### Task input
************

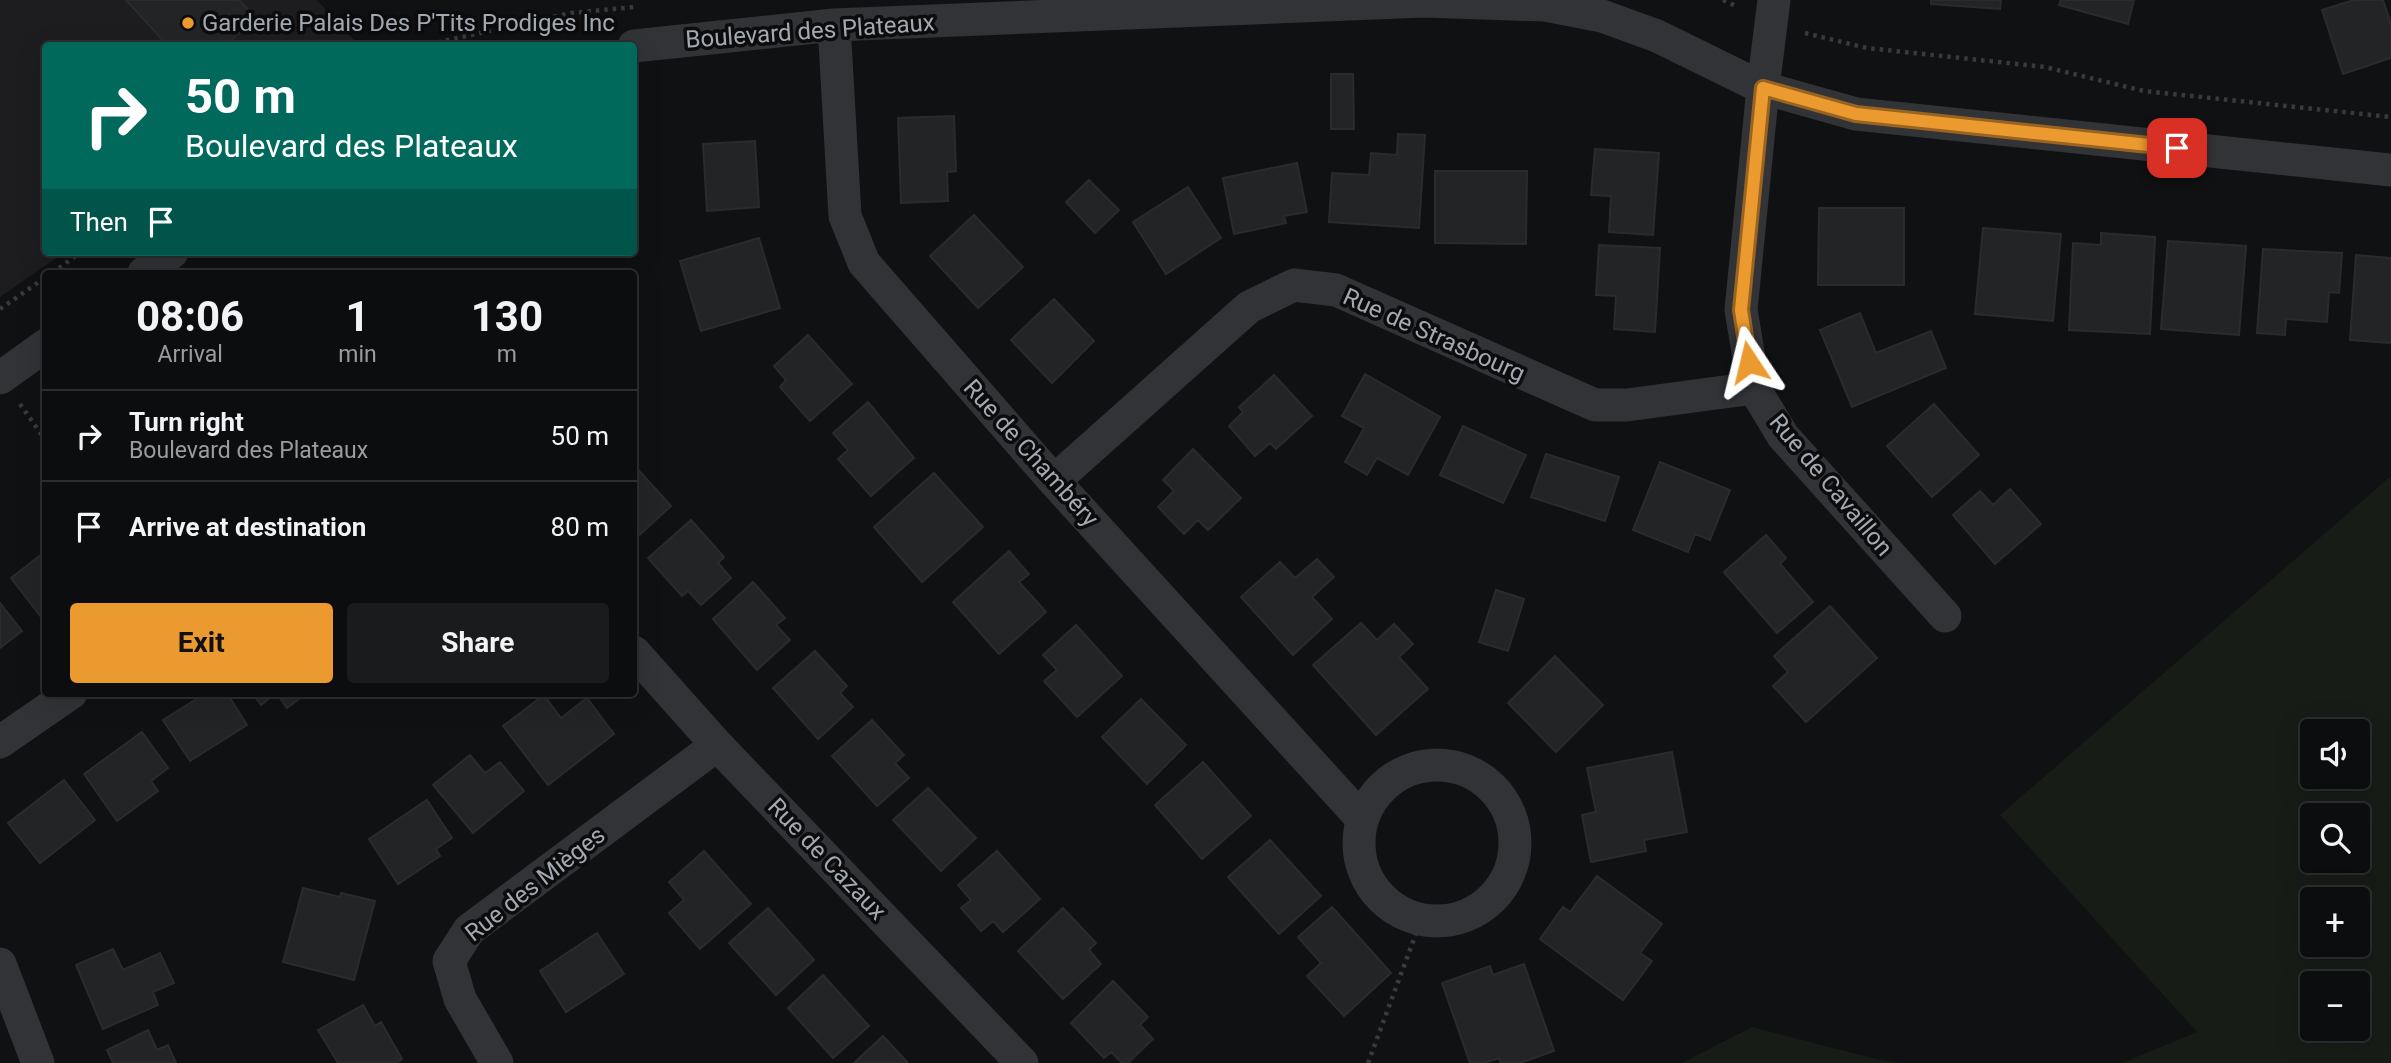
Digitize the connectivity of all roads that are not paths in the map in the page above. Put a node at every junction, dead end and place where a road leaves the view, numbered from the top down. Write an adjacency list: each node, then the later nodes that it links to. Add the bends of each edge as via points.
1 (1772, 12): 4 (street, Rue de Cavaillon)
2 (834, 25): 3 (street, Boulevard des Plateaux); 4 (street, Boulevard des Plateaux, via 1424,1 1545,5 1602,16 1657,36); 11 (street, Rue de Chambéry, via 845,216 864,263)
3 (637, 46)
4 (1763, 88): 5 (street, Boulevard des Plateaux, via 1856,114); 10 (street, Rue de Cavaillon, via 1741,310)
5 (2391, 170)
6 (167, 256): 7 (street)
7 (148, 270)
8 (42, 348): 9 (street)
9 (0, 377)
10 (1754, 388): 11 (street, Rue de Strasbourg, via 1595,405 1336,290 1294,285 1249,307); 12 (street, Rue de Cavaillon, via 1783,436)
11 (1054, 481): 17 (street, Rue de Chambéry)
12 (1945, 616)
13 (637, 655): 16 (street, Rue de Cazaux)
14 (65, 697): 15 (street)
15 (0, 742)
16 (718, 745): 20 (street, Rue des Mièges, via 469,930 449,961 460,999); 21 (street, Rue de Cazaux)
17 (1362, 819): 17 (street, via 1391,779 1427,766 1465,769 1487,782 1513,825 1508,875 1493,897 1472,912 1447,920 1421,920 1397,910 1377,894 1363,871 1358,845)
18 (0, 964): 19 (street)
19 (38, 1063)
20 (497, 1063)
21 (1023, 1063)

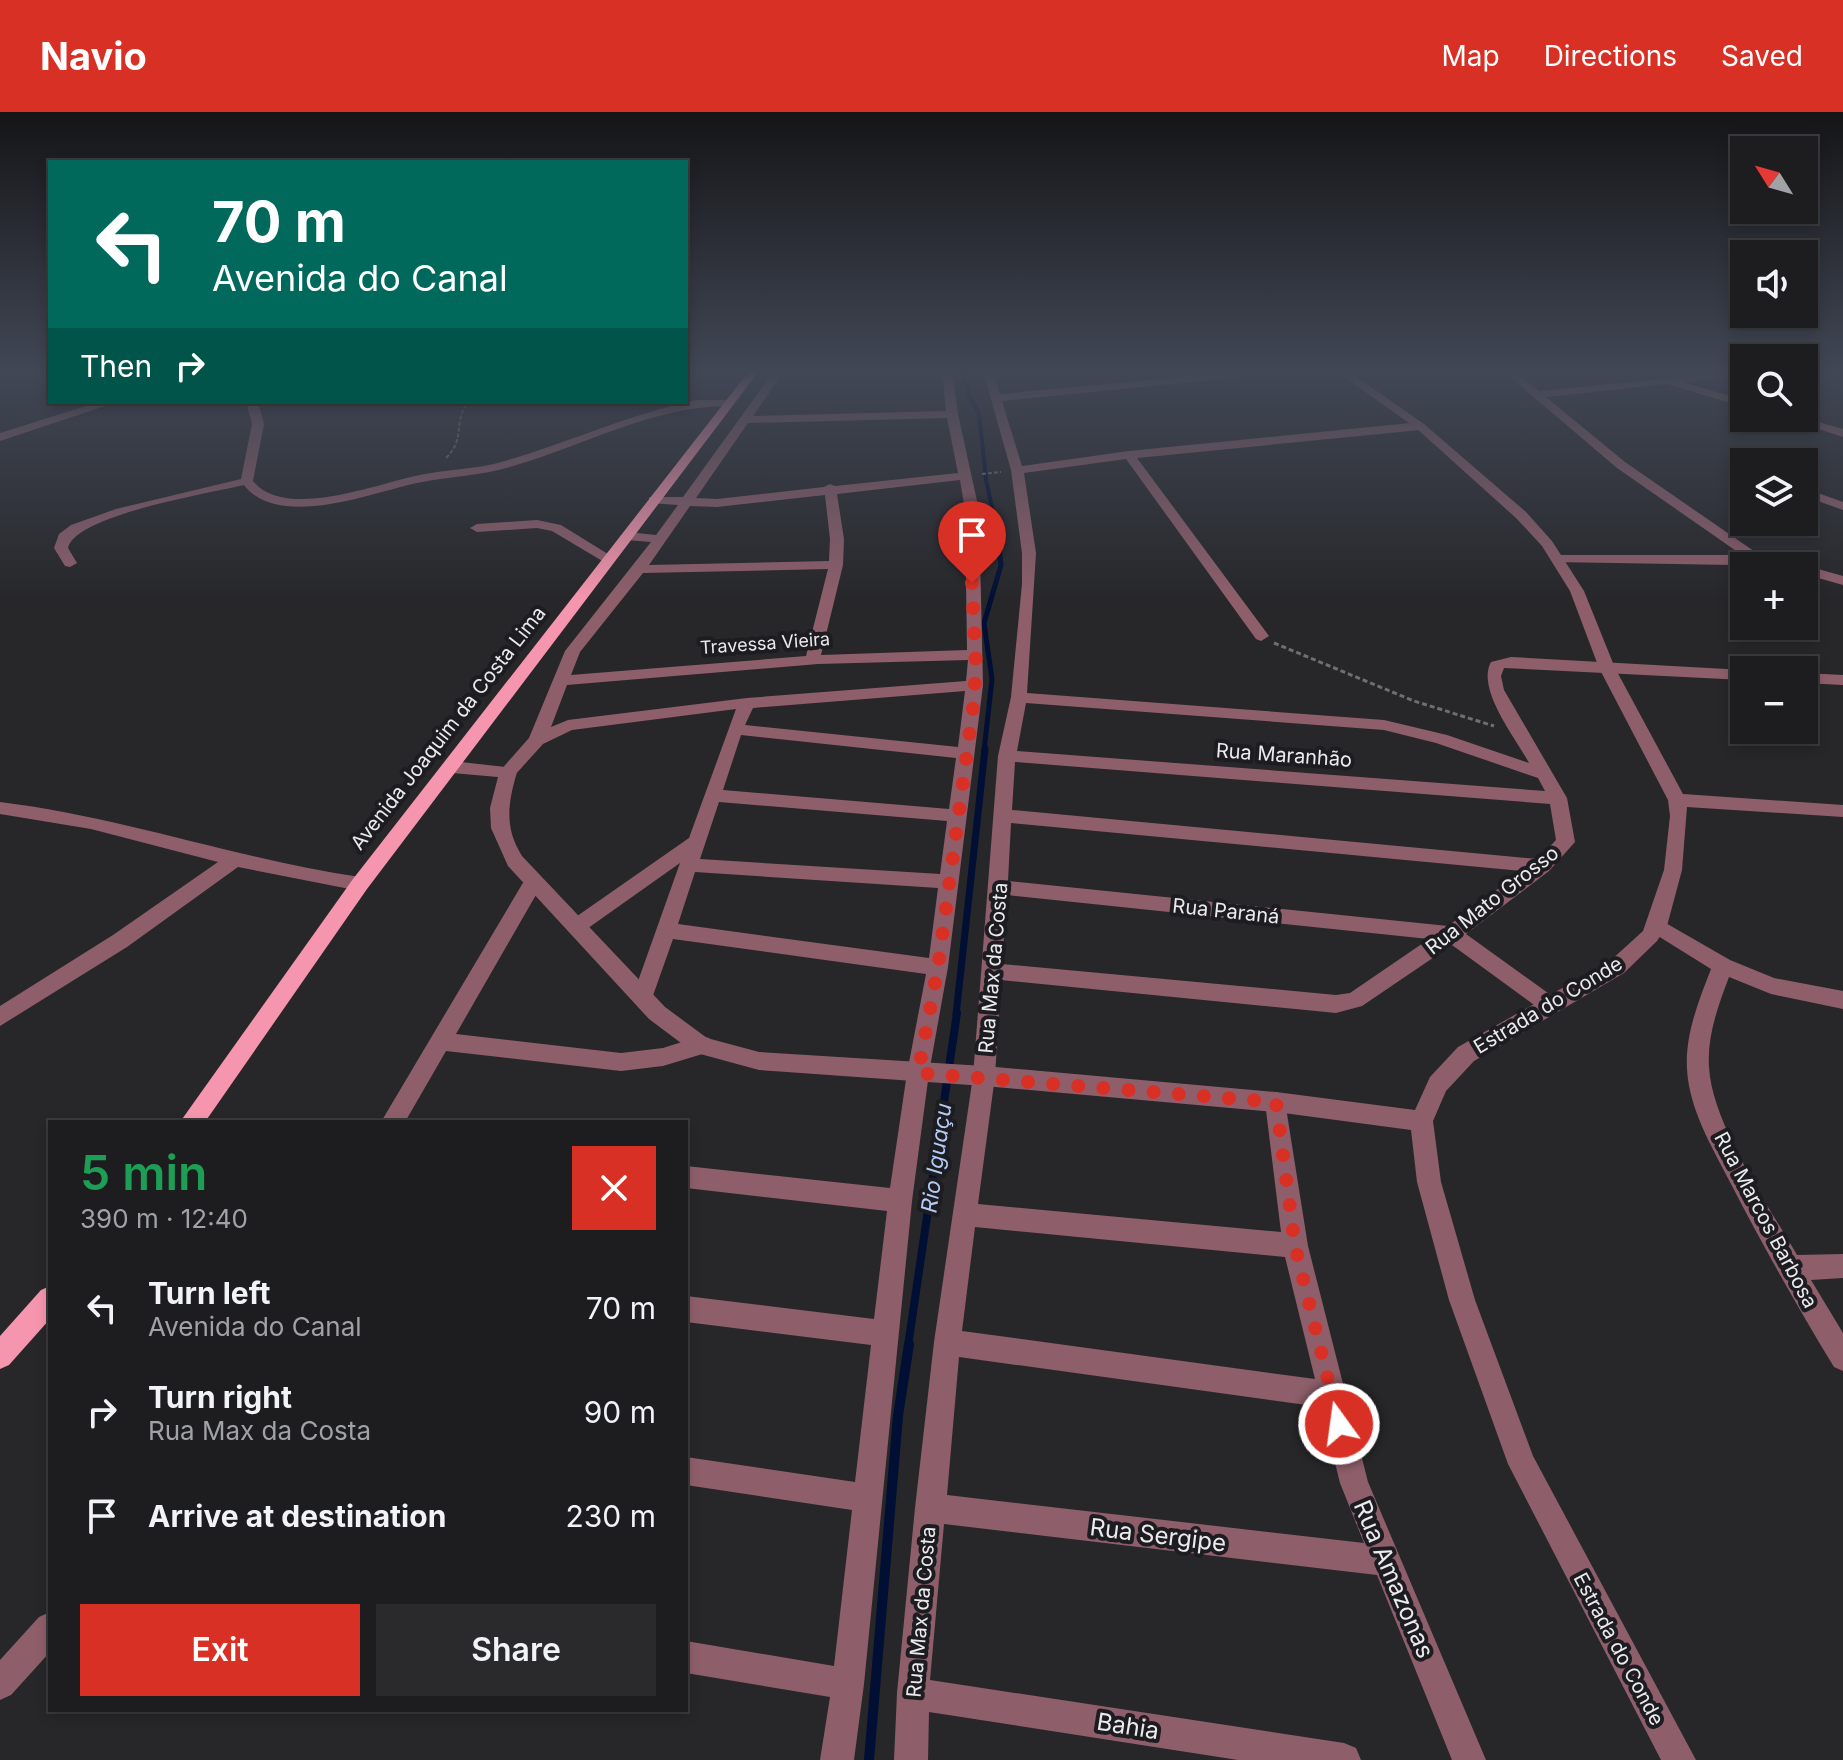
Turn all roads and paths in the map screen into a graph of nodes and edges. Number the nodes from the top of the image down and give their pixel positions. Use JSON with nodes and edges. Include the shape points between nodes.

************

### Work task
Repeat each record verbatim, pictures excluded.

### Task response
Digitize the connectivity of all roads that are not paths in the map in the page above. Put a node at every junction, dead end and place where a road leaves the view, numbered from the top down. Write an adjacency list: each node, then the later nodes that it links to. Add the bends of each edge as via points.
1 (1772, 12): 4 (street, Rue de Cavaillon)
2 (834, 25): 3 (street, Boulevard des Plateaux); 4 (street, Boulevard des Plateaux, via 1424,1 1545,5 1602,16 1657,36); 11 (street, Rue de Chambéry, via 845,216 864,263)
3 (637, 46)
4 (1763, 88): 5 (street, Boulevard des Plateaux, via 1856,114); 10 (street, Rue de Cavaillon, via 1741,310)
5 (2391, 170)
6 (167, 256): 7 (street)
7 (148, 270)
8 (42, 348): 9 (street)
9 (0, 377)
10 (1754, 388): 11 (street, Rue de Strasbourg, via 1595,405 1336,290 1294,285 1249,307); 12 (street, Rue de Cavaillon, via 1783,436)
11 (1054, 481): 17 (street, Rue de Chambéry)
12 (1945, 616)
13 (637, 655): 16 (street, Rue de Cazaux)
14 (65, 697): 15 (street)
15 (0, 742)
16 (718, 745): 20 (street, Rue des Mièges, via 469,930 449,961 460,999); 21 (street, Rue de Cazaux)
17 (1362, 819): 17 (street, via 1391,779 1427,766 1465,769 1487,782 1513,825 1508,875 1493,897 1472,912 1447,920 1421,920 1397,910 1377,894 1363,871 1358,845)
18 (0, 964): 19 (street)
19 (38, 1063)
20 (497, 1063)
21 (1023, 1063)

Turn all roads and paths in the map screen into a graph of nodes and edges. Number the nodes from the top of the image down and give their pixel positions. Use JSON with nodes and edges. Include the shape points between nodes.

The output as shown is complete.